• What is required:
In the entries below, every line that contains "ring" must be located and copied.

• Data for processing:
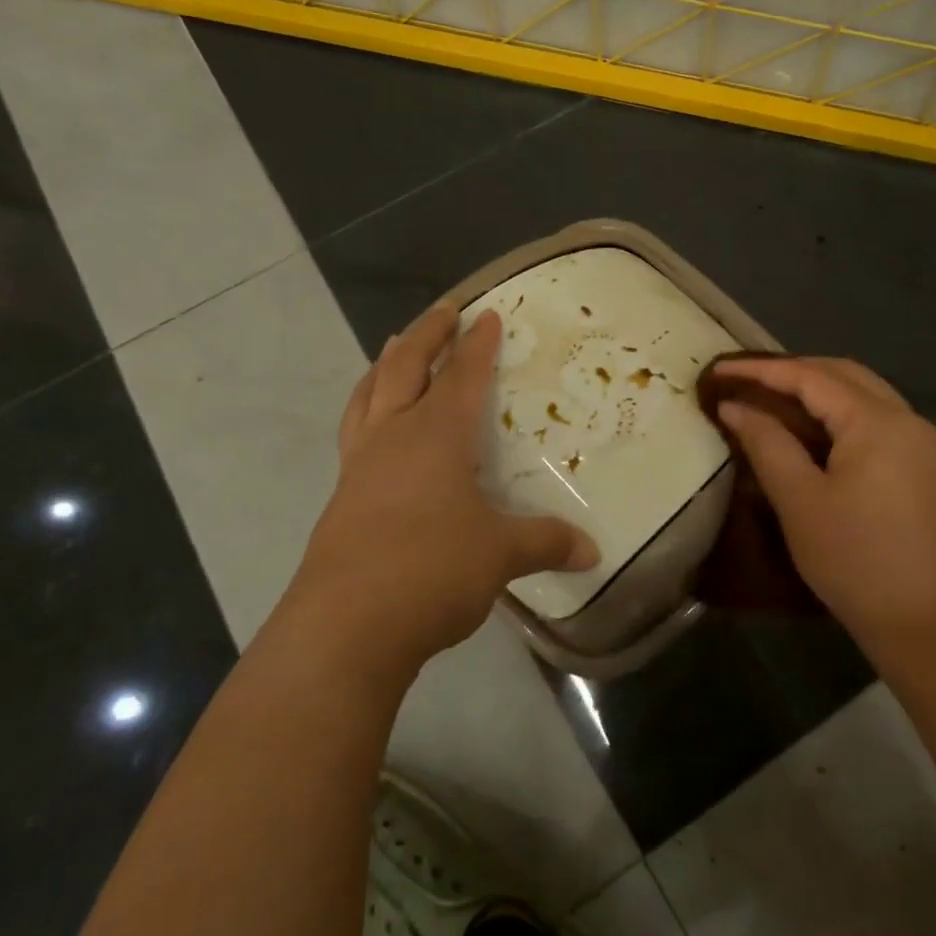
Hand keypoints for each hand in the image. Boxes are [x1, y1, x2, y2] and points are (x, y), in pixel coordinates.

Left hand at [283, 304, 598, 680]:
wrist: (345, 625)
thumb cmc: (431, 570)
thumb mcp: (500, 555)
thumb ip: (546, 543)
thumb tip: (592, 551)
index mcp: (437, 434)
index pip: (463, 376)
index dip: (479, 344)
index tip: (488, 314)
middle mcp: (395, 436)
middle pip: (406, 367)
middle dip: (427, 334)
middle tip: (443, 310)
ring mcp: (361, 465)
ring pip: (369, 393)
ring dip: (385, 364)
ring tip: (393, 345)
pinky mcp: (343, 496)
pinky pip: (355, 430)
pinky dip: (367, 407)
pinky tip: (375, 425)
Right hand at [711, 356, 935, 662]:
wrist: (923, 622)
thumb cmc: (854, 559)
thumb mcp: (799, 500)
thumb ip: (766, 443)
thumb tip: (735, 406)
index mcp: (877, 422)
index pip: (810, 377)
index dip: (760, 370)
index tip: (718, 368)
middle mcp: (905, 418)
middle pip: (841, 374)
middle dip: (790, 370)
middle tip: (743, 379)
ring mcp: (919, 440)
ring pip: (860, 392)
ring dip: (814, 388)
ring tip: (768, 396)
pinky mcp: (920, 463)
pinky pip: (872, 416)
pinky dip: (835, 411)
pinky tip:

• The answer:
ring mcp: (361, 465)
ring pip: (369, 393)
ring dip: (385, 364)
ring tip: (393, 345)
ring mcp: (919, 440)
ring pip: (860, 392)
ring dip: (814, 388)
ring tip: (768, 396)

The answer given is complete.